Las voces críticas con la política de la pacificación y el funcionamiento anacrónico de una policía violenta no vienen solo desde dentro de las favelas. Robson Rodrigues es un expolicía licenciado en derecho y con posgrado en antropología, que coordinó las UPP antes de abandonar la policía en 2013 por discrepancias con sus superiores. Él asegura que la pacificación “se ha convertido en una política más cuantitativa que cualitativa”. “Para llevar a cabo en áreas complejas un proyecto osado, que con 10.000 policías es uno de los más amplios del mundo, hay que reformar las estructuras de la Policía”, dice Rodrigues. La crisis económica que ha dejado un Estado fallido está mermando aún más los medios de la policía. “Hay cosas positivas en la pacificación, como una cierta proximidad y reducción de antagonismos y violencia en algunas regiones”, dice Rodrigues.

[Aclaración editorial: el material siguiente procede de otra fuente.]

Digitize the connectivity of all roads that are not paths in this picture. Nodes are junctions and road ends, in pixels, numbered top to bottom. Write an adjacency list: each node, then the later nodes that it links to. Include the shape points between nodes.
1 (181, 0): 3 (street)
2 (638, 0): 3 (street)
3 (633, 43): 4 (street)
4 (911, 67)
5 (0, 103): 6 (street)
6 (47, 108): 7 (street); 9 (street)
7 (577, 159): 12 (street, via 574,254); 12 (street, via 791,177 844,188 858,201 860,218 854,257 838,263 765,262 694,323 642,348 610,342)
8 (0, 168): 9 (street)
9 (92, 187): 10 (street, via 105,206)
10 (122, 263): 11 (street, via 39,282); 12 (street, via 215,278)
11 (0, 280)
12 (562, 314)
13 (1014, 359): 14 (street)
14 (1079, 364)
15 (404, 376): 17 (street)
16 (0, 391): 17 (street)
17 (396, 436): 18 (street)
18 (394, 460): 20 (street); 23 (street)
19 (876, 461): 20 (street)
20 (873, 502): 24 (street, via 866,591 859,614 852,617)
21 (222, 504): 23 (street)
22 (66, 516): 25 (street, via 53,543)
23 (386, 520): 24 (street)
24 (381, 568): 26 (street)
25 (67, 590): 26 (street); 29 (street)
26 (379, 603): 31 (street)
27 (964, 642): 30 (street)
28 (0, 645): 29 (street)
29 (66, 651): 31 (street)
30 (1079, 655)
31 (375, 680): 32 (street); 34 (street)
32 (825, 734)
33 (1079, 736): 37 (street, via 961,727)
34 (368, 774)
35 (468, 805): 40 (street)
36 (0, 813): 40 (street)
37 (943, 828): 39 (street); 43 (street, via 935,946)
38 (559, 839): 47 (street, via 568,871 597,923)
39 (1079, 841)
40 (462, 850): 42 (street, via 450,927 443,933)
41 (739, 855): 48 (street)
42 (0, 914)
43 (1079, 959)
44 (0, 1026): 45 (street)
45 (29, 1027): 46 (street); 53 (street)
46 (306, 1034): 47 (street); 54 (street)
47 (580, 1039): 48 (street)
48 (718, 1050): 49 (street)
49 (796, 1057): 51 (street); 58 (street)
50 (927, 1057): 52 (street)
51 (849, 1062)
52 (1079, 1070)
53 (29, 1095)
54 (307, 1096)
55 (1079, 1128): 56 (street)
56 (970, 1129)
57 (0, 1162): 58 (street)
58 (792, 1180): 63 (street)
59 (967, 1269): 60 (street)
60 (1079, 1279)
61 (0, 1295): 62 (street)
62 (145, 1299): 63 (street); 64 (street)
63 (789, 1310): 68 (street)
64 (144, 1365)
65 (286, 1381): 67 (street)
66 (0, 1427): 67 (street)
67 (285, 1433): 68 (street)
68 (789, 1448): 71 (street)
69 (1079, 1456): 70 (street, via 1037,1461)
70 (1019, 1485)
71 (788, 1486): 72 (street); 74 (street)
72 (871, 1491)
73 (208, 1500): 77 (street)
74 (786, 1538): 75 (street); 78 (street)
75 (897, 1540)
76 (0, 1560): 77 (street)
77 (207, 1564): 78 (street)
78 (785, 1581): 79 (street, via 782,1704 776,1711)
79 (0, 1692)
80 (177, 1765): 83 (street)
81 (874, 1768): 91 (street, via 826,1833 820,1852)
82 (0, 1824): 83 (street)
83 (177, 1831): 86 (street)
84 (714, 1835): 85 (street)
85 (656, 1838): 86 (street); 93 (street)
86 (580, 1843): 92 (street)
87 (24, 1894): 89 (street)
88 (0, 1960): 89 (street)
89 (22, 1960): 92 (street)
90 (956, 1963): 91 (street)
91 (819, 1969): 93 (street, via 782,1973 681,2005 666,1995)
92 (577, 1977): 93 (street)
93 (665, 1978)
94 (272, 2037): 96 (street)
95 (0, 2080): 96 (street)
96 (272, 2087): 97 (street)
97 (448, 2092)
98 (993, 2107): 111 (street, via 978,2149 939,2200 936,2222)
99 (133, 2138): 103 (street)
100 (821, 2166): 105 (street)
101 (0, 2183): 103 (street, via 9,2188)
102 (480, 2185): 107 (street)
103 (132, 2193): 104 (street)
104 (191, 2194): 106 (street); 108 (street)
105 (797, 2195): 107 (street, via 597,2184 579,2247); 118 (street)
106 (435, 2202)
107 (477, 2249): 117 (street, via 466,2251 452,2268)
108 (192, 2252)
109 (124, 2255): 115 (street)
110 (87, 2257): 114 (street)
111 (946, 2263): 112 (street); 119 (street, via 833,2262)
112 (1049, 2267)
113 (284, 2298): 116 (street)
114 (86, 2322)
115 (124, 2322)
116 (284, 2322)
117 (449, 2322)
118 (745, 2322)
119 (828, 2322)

Pero en la agenda política nacional, el debate es prácticamente nulo. No se habló de la violencia en los debates electorales de 2014, antes de que Dilma Rousseff fuese reelegida (después fue alejada temporalmente, al menos hasta después de los Juegos, tras un proceso de ‘impeachment’). Como si los 50.000 homicidios al año cometidos en el país fuesen un problema menor. Los gobiernos de Lula y Rousseff, entre 2002 y 2016, llevaron agua, hospitales y comida a lugares de miseria y sacaron a millones de la pobreza. Pero no hicieron gran esfuerzo por reducir la violencia de las zonas periféricas.

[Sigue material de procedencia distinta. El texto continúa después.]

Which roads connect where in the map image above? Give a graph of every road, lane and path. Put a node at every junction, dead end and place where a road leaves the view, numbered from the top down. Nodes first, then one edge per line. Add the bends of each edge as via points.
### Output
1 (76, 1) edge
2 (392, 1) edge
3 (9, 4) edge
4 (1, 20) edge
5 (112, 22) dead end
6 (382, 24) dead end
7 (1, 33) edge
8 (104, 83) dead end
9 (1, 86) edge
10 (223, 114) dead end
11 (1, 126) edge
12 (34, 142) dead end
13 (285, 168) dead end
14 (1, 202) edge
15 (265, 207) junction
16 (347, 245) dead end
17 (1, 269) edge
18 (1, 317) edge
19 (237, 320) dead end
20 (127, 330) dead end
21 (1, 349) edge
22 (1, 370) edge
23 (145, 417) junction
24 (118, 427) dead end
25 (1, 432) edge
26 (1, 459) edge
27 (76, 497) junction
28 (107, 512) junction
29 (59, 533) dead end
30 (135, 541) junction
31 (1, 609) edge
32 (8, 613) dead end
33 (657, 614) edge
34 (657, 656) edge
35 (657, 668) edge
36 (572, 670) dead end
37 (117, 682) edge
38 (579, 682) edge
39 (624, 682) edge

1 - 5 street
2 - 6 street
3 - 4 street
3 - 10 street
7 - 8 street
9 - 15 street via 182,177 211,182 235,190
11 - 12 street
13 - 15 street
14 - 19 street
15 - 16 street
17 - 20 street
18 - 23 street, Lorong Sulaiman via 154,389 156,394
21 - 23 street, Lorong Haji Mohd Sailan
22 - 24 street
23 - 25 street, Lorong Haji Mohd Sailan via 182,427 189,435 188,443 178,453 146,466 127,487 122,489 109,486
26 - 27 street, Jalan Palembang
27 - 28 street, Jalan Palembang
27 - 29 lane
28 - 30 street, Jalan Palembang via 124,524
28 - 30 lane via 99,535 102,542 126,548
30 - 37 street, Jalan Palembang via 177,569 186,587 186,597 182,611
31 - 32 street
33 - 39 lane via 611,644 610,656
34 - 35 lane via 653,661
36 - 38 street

De esta indiferencia da cuenta con contundentes ejemplos Luiz Eduardo Soares, antropólogo especializado en seguridad pública que llegó a redactar un ambicioso proyecto para el gobierno Lula. El plan no se cumplió nunca porque fue destituido poco después de que el ex presidente llegara al poder: “En 2001, estaba con Lula, aún precandidato, en una reunión con los vecinos de uno de los barrios más peligrosos de Sao Paulo y del mundo. Me dijo al oído, con esa voz ronca que tiene: ‘No aguanto más, esta gente no habla de educación ni de trabajo, solo de la policía’. Le respondí: ‘Claro, eres el líder más importante de América Latina y nunca has hablado de la policía. Para hablar de educación, primero tienes que saber que tu hijo llegará vivo a casa’. Soñé que esto le estimularía para luchar por la seguridad del país, pero nada. Me cesaron al poco de empezar su mandato y nunca fue aprobado otro plan de seguridad ambicioso”.

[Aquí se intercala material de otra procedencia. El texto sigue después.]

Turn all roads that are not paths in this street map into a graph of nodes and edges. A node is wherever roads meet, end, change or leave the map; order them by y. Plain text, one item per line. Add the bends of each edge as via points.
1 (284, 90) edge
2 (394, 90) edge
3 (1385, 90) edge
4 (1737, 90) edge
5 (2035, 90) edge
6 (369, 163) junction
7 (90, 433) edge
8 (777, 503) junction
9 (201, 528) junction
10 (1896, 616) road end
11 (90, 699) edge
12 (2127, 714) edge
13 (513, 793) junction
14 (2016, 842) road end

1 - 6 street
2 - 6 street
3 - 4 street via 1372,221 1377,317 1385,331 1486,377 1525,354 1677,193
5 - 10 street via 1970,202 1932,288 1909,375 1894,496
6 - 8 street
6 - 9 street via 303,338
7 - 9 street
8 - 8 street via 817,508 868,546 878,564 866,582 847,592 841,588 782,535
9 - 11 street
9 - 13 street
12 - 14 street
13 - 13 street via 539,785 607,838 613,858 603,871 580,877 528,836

Desigualdad social. Acelerados y desorganizados desarrollos urbanos a partir de una migración rural que aterriza en las grandes ciudades sin herramientas para conseguir empleo. Guetos. Falta de oportunidades, especialmente para la comunidad negra. Un racismo velado que se refleja en la estratificación social. La facilidad para hacerse con un arma. La ausencia del Estado en las favelas. Todas son causas estructurales de una violencia generada sobre todo en el entorno del narcotráfico. La entrada en este escenario de una policía con formación militar no ha sido la mejor solución. Con rebautizar como “pacificadoras” a las patrullas no basta.